WORK ITEM
Retype, exactly as they appear below, the lines between the line holding "cr = cairo.Context(surface)" and the line holding "cr.restore()", both ends included.
BEGIN
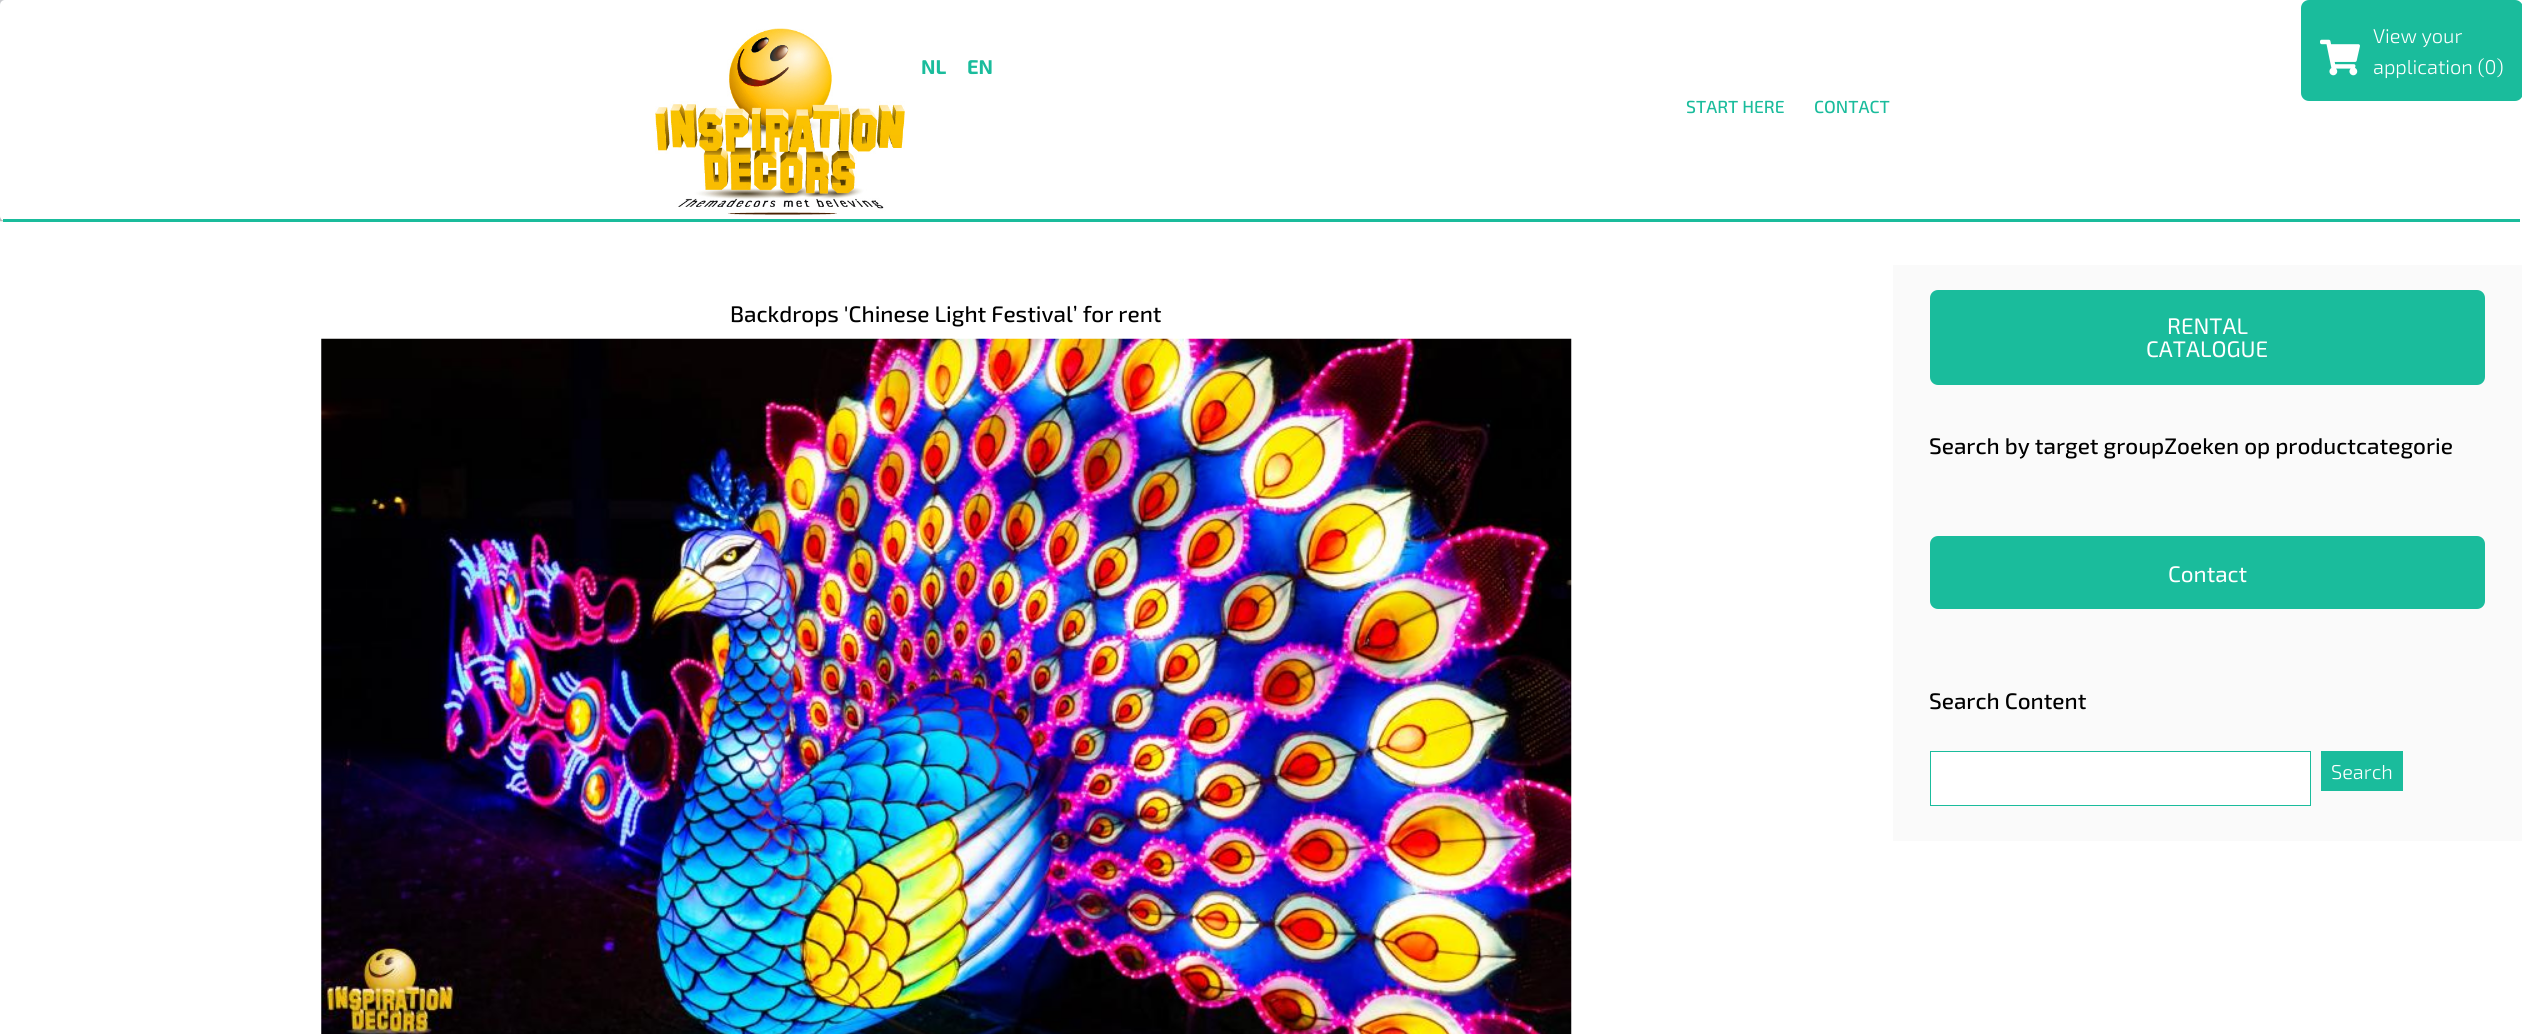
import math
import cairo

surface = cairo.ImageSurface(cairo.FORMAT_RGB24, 2522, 1034)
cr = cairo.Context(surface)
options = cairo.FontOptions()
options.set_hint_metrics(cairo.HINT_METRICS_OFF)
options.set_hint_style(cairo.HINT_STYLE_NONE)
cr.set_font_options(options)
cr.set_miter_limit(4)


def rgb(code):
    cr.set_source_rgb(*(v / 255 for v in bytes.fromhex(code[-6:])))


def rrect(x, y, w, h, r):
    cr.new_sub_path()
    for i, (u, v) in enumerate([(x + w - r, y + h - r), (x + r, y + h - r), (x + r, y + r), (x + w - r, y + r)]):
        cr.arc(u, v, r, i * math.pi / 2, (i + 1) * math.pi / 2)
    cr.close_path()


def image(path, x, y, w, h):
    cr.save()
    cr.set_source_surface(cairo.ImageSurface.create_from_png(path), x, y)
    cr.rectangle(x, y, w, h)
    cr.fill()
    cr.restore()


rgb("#ffffff")
cr.paint()
image("img/1.png", 0, 0, 5, 222)
rgb("#ffffff")
rrect(0, 0, 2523, 221, 5)
cr.fill()
rgb("#1abc9c")
cr.rectangle(3, 219, 2517, 3)
cr.fill()
image("img/2.png", 655, 28, 250, 187)
rrect(2301, 0, 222, 101, 8)
cr.fill()
image("img/3.png", 2320, 39, 40, 37)
image("img/4.png", 321, 338, 1251, 696)
rgb("#fafafa")
cr.rectangle(1893, 265, 629, 576)
cr.fill()
rgb("#1abc9c")
rrect(1930, 290, 555, 95, 8)
cr.fill()
rrect(1930, 536, 555, 73, 8)
cr.fill()
rgb("#ffffff")
cr.rectangle(1930.5, 751.5, 380, 54)
cr.fill_preserve()
rgb("#1abc9c")
cr.set_line_width(1)
cr.stroke()
cr.rectangle(2321, 751, 82, 40)
cr.fill()
cr.select_font_face("Exo 2", cairo.FONT_SLANT_NORMAL, cairo.FONT_WEIGHT_BOLD)
cr.set_font_size(20)
cr.move_to(921, 74)
cr.show_text("NL")
cr.move_to(967, 74)
cr.show_text("EN")
cr.select_font_face("Exo 2 Light")
rgb("#ffffff")
cr.move_to(2373, 43)
cr.show_text("View your")
cr.move_to(2373, 74)
cr.show_text("application (0)")
cr.select_font_face("Exo 2 Medium")
cr.set_font_size(17.5)
rgb("#1abc9c")
cr.move_to(1686, 113)
cr.show_text("START HERE")
cr.move_to(1814, 113)
cr.show_text("CONTACT")
cr.set_font_size(22.5)
rgb("#000000")
cr.move_to(730, 322)
cr.show_text("Backdrops 'Chinese Light Festival’ for rent")
cr.select_font_face("Exo 2")
rgb("#ffffff")
cr.move_to(2167, 334)
cr.show_text("RENTAL")
cr.move_to(2146, 357)
cr.show_text("CATALOGUE")
cr.select_font_face("Exo 2 Medium")
rgb("#000000")
cr.move_to(1929, 454)
cr.show_text("Search by target groupZoeken op productcategorie")
cr.select_font_face("Exo 2")
rgb("#ffffff")
cr.move_to(2168, 582)
cr.show_text("Contact")
cr.select_font_face("Exo 2 Medium")
rgb("#000000")
cr.move_to(1929, 709)
cr.show_text("Search Content")
cr.select_font_face("Exo 2 Light")
cr.set_font_size(20)
rgb("#ffffff")
cr.move_to(2331, 779)
cr.show_text("Search")
surface.write_to_png("page.png")
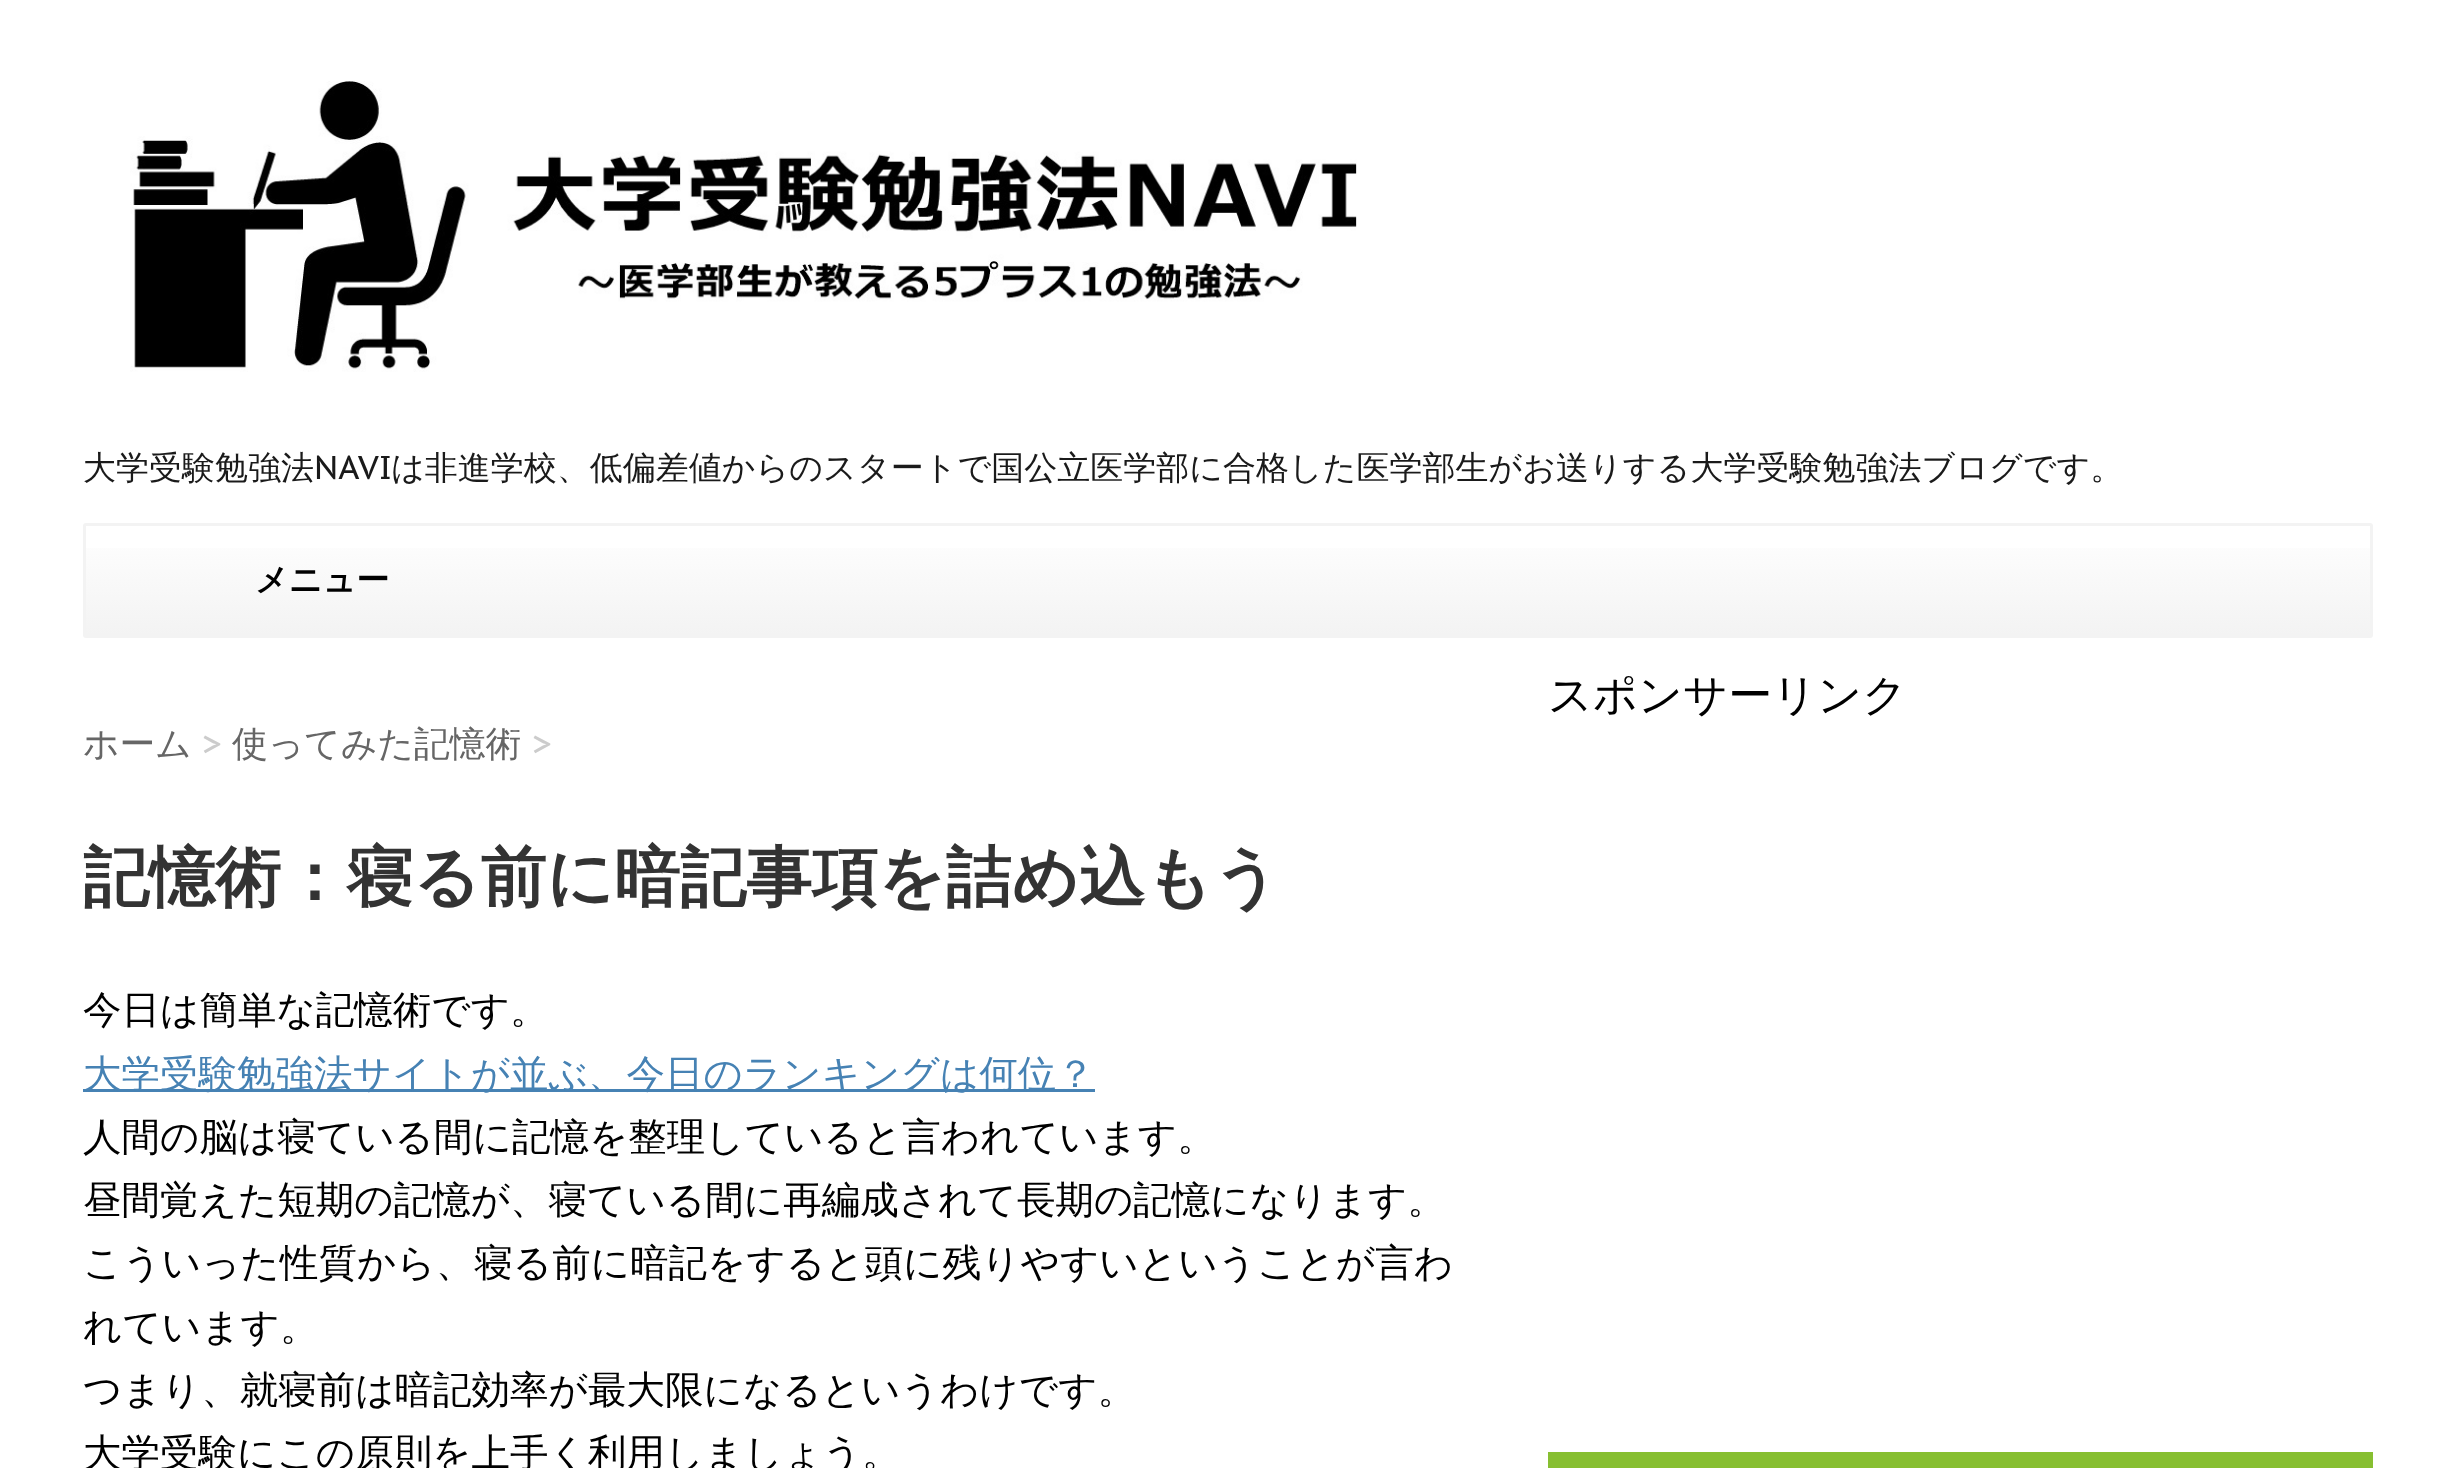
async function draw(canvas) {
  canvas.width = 2455
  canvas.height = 1468
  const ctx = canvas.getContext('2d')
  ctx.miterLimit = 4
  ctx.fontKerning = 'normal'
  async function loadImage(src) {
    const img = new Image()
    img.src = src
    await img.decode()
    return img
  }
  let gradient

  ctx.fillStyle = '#fff'
  ctx.fillRect(0, 0, 2455, 1468)
  ctx.drawImage(await loadImage('image0.png'), 130, 81, 1227, 291)
  ctx.font = '500 33px WenQuanYi Zen Hei'
  ctx.fillStyle = '#1a1a1a'
  ctx.fillText('大学受験勉強法', 83, 479)
  ctx.font = '33px PT Sans Caption'
  ctx.fillText('NAVI', 314, 479)
  ctx.font = '500 33px WenQuanYi Zen Hei'
  ctx.fillText('は非進学校、低偏差値からのスタートで国公立医学部に合格した医学部生がお送りする大学受験勉強法ブログです。', 391, 479)
  gradient = ctx.createLinearGradient(1228, 525, 1228, 635)
  gradient.addColorStop(0, '#fff')
  gradient.addColorStop(1, '#f3f3f3')
  ctx.fillStyle = gradient
  ctx.fillRect(83, 548, 2290, 87)
  ctx.beginPath()
  ctx.roundRect(84.5, 524.5, 2287, 112, 1.5)
  ctx.strokeStyle = '#f3f3f3'
  ctx.lineWidth = 3
  ctx.stroke()
  ctx.font = 'bold 33px WenQuanYi Zen Hei'
  ctx.fillStyle = '#000'
  ctx.fillText('メニュー', 255, 591)
  ctx.font = '500 44px WenQuanYi Zen Hei'
  ctx.fillText('スポンサーリンク', 1548, 710)
  ctx.fillStyle = '#87bf31'
  ctx.fillRect(1548, 1452, 825, 16)
  ctx.font = '500 35.75px WenQuanYi Zen Hei'
  ctx.fillStyle = '#666'
  ctx.fillText('ホーム', 83, 756)
  ctx.font = '35.75px PT Sans Caption'
  ctx.fillStyle = '#ccc'
  ctx.fillText('>', 202, 756)
  ctx.font = '500 35.75px WenQuanYi Zen Hei'
  ctx.fillStyle = '#666'
  ctx.fillText('使ってみた記憶術', 232, 756)
  ctx.font = '35.75px PT Sans Caption'
  ctx.fillStyle = '#ccc'
  ctx.fillText('>', 532, 756)
  ctx.font = 'bold 66px WenQuanYi Zen Hei'
  ctx.fillStyle = '#333'
  ctx.fillText('記憶術：寝る前に暗記事項を詰め込もう', 83, 900)
  ctx.font = '500 38.5px WenQuanYi Zen Hei'
  ctx.fillStyle = '#000'
  ctx.fillText('今日は簡単な記憶術です。', 83, 1023)
  ctx.fillStyle = '#4682b4'
  ctx.fillRect(83, 1089, 1012, 3)
  ctx.fillText('大学受験勉強法サイトが並ぶ、今日のランキングは何位？', 83, 1087)
  ctx.fillStyle = '#000'
  ctx.fillText('人間の脳は寝ている間に記憶を整理していると言われています。', 83, 1150)
  ctx.fillText('昼間覚えた短期の記憶が、寝ている間に再編成されて長期の記憶になります。', 83, 1213)
  ctx.fillText('こういった性質から、寝る前に暗記をすると頭に残りやすいということが言わ', 83, 1276)
  ctx.fillText('れています。', 83, 1340)
  ctx.fillText('つまり、就寝前は暗記効率が最大限になるというわけです。', 83, 1403)
  ctx.fillText('大学受験にこの原則を上手く利用しましょう。', 83, 1466)
}

draw(document.querySelector('canvas'))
END
SOLUTION
cr = cairo.Context(surface)
options = cairo.FontOptions()
options.set_hint_metrics(cairo.HINT_METRICS_OFF)
options.set_hint_style(cairo.HINT_STYLE_NONE)
cr.set_font_options(options)
cr.set_miter_limit(4)


def rgb(code):
    cr.set_source_rgb(*(v / 255 for v in bytes.fromhex(code[-6:])))


def rrect(x, y, w, h, r):
    cr.new_sub_path()
    for i, (u, v) in enumerate([(x + w - r, y + h - r), (x + r, y + h - r), (x + r, y + r), (x + w - r, y + r)]):
        cr.arc(u, v, r, i * math.pi / 2, (i + 1) * math.pi / 2)
    cr.close_path()


def image(path, x, y, w, h):
    cr.save()
    cr.set_source_surface(cairo.ImageSurface.create_from_png(path), x, y)
    cr.rectangle(x, y, w, h)
    cr.fill()
    cr.restore()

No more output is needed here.